Saturday, August 24, 2019
Administrative cases are independent from criminal actions for the same acts or omissions
See - https://www.manilatimes.net/criminal-cases-are-separate-from-administrative-action/595203/
The two cases are independent from each other. In the case Flores vs People of the Philippines (GR 222861, April 23, 2018), the Supreme Court, through Associate Justice Alexander Gesmundo, stated that:
“It is hornbook doctrine in administrative law that administrative cases are independent from criminal actions for the same acts or omissions. Thus, an absolution from a criminal charge is not a bar to an administrative prosecution, or vice versa. Given the differences in the quantum of evidence required, the procedures actually observed, the sanctions imposed, as well as the objective of the two proceedings, the findings and conclusions in one should not necessarily be binding on the other. Hence, the exoneration in the administrative case is not a bar to a criminal prosecution for the same or similar acts which were the subject of the administrative complaint or vice versa.
“x x x.
“In the case at bar, the administrative case for grave misconduct filed against petitioner and the present case for simple robbery are separate and distinct cases, and are independent from each other. The administrative and criminal proceedings may involve similar facts but each requires a different quantum of evidence.

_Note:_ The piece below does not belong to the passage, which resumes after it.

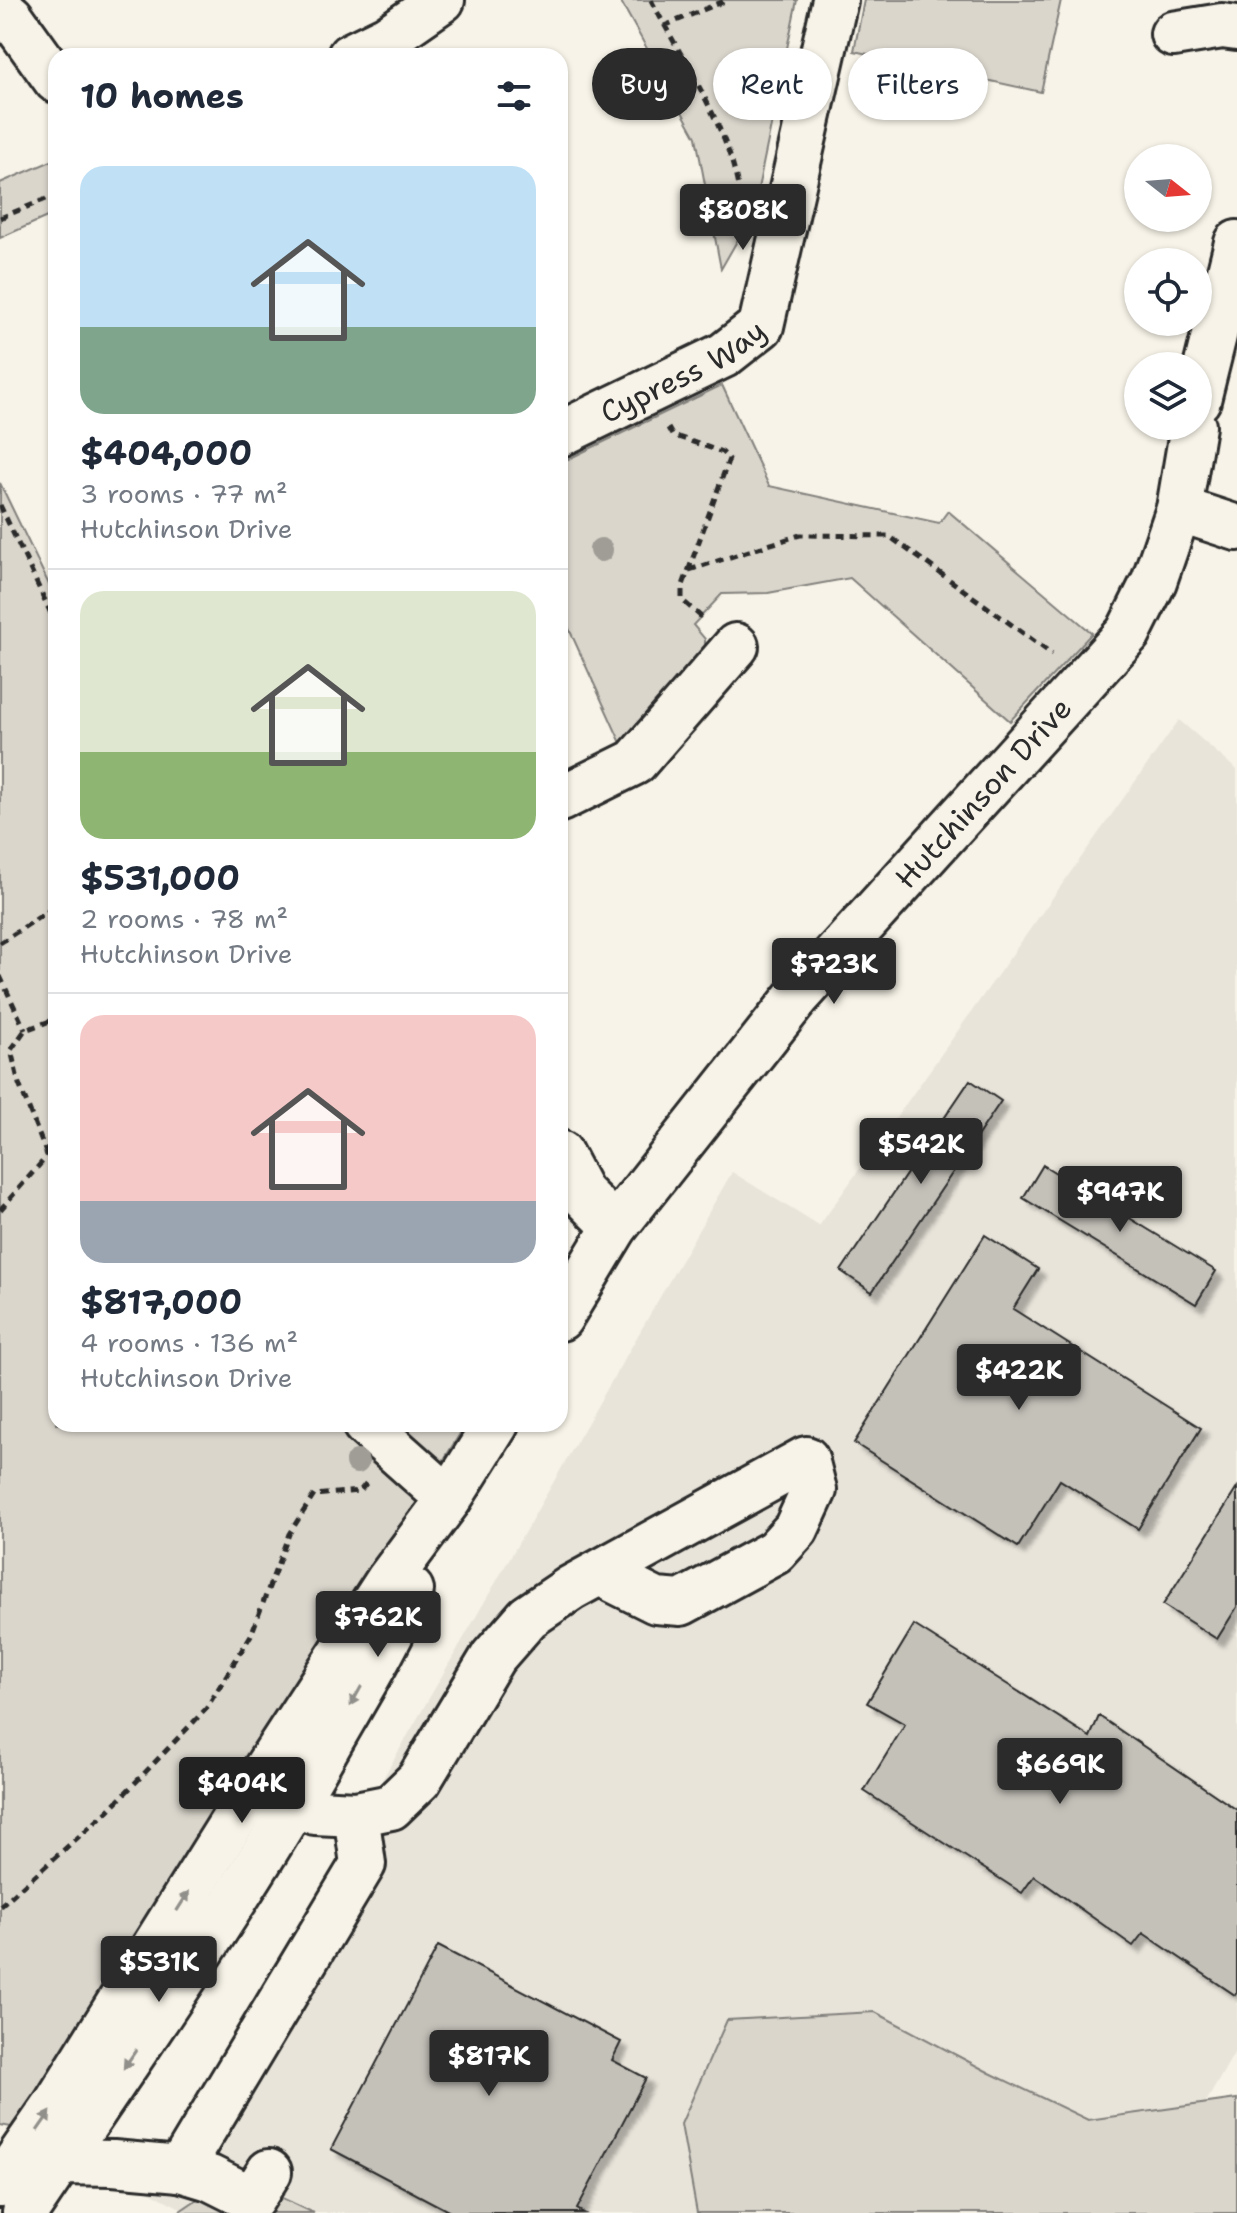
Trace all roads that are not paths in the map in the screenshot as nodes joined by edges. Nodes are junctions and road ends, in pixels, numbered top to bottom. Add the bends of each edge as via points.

In addition, the administrative proceeding conducted was before the PNP Internal Affairs Service and was summary in nature. In contrast, in the instant criminal case, the Regional Trial Court conducted a full-blown trial and the prosecution was required to proffer proof beyond reasonable doubt to secure petitioner’s conviction.

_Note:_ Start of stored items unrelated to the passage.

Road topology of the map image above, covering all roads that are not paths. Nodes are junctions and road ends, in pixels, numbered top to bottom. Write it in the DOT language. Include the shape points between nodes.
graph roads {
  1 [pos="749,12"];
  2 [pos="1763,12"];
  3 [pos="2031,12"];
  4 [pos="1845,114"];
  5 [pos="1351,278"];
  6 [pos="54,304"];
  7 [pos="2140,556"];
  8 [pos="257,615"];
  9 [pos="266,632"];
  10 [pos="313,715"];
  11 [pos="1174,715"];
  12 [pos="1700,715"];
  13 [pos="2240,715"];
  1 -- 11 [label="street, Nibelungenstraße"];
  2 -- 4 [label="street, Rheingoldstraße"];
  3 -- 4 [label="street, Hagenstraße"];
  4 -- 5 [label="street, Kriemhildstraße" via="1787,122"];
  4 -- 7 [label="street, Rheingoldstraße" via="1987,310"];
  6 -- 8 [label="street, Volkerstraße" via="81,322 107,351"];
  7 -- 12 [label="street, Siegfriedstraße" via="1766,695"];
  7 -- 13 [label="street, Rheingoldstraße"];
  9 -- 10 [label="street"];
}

Furthermore, the proceedings included witnesses who were key figures in the events leading to petitioner’s arrest. Witnesses of both parties were cross examined by their respective counsels creating a clearer picture of what transpired, which allowed the trial judge to have a better appreciation of the attendant facts and determination of whether the prosecution proved the crime charged beyond reasonable doubt.”

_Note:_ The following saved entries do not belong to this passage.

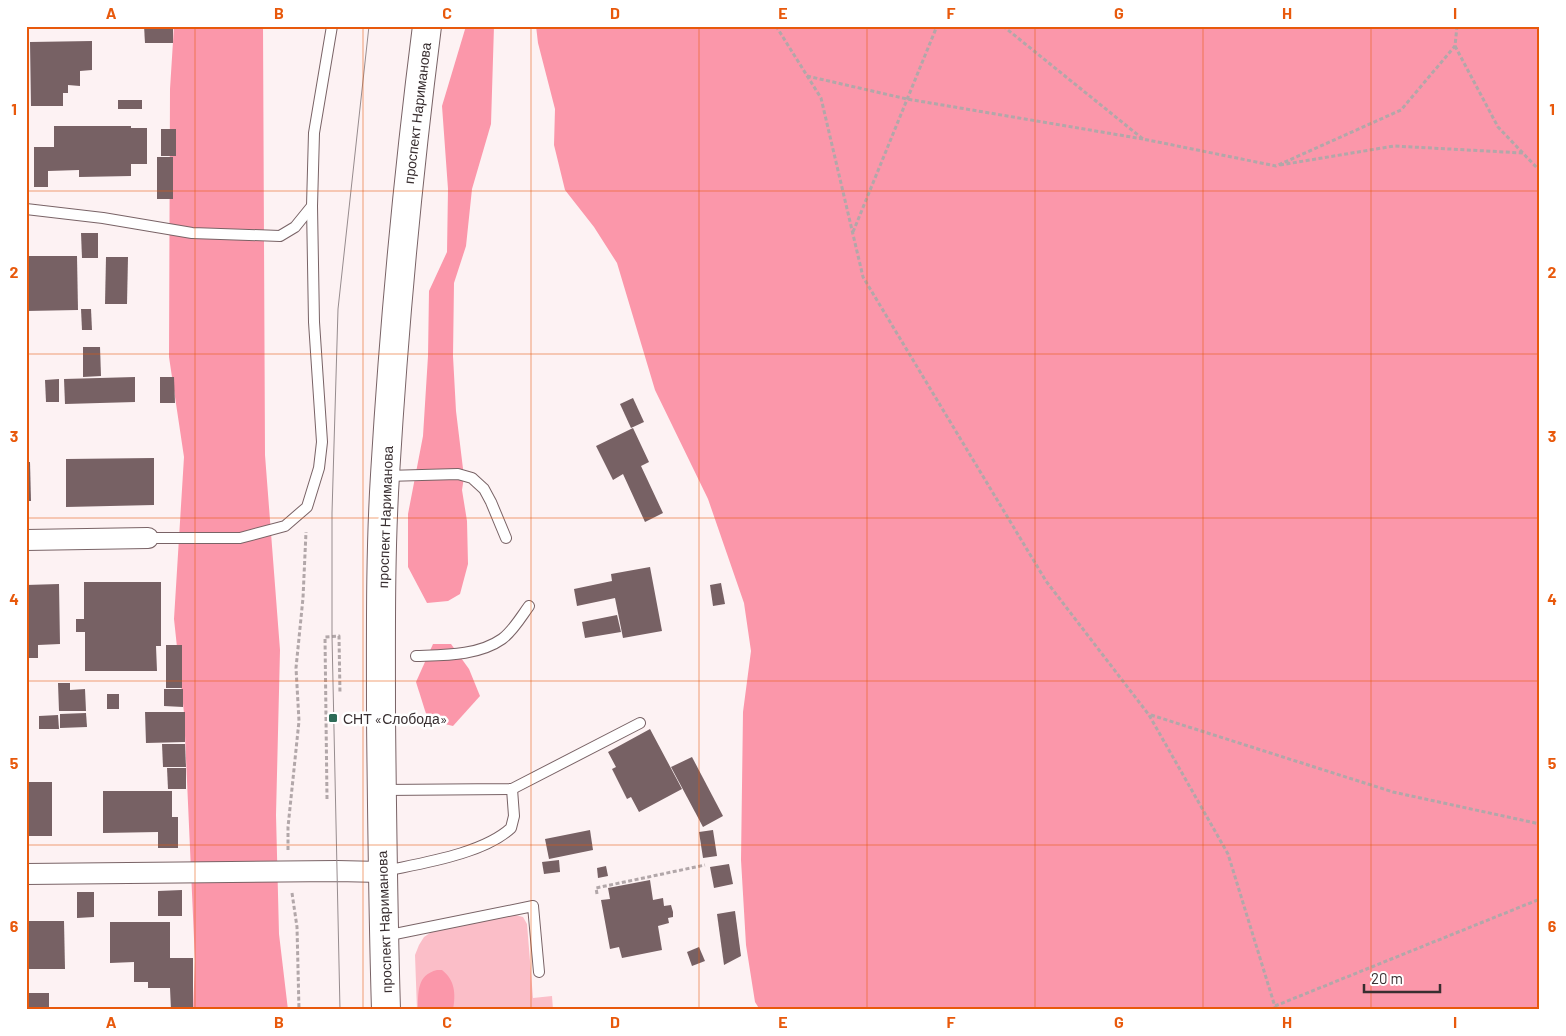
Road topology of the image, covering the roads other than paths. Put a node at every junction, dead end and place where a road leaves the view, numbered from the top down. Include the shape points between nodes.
1 (332, 26) edge
2 (427, 26) edge
3 (312, 206) junction
4 (26, 209) edge
5 (385, 476) junction
6 (148, 538) joint
7 (506, 538) dead end
8 (26, 540) edge
9 (528, 606) dead end
10 (416, 656) dead end
11 (640, 723) dead end
12 (512, 789) junction
13 (381, 790) junction
14 (382, 872) junction
15 (26, 874) edge
16 (384, 936) junction
17 (539, 972) dead end
18 (386, 1010) edge

1 - 3 lane via 314,133
2 - 5 main road, проспект Нариманова via 404,222
3 - 4 lane via 295,227 280,236 192,233
3 - 6 lane via 314,322 322,442 319,468 307,507 285,526 240,538
5 - 7 lane via 458,474 472,478 488,495
5 - 13 main road, проспект Нариманова
6 - 8 street
9 - 10 lane via 518,623 502,639 470,653
11 - 12 lane
12 - 13 lane
12 - 14 lane via 514,816 511,828 493,842
13 - 14 main road, проспект Нариманова
14 - 15 street
14 - 16 main road, проспект Нариманова
16 - 17 lane via 533,906
16 - 18 main road, проспект Нариманова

Applying the above-cited decision in your situation, the administrative case arising from the same act, which you filed against the respondent, is distinct from the criminal case. Thus, the dismissal of the administrative case does not affect the prosecution of the criminal case. The procedure in the administrative case is summary in nature and the quantum of proof required is substantial evidence, whereas, in the criminal case, proof beyond reasonable doubt is necessary.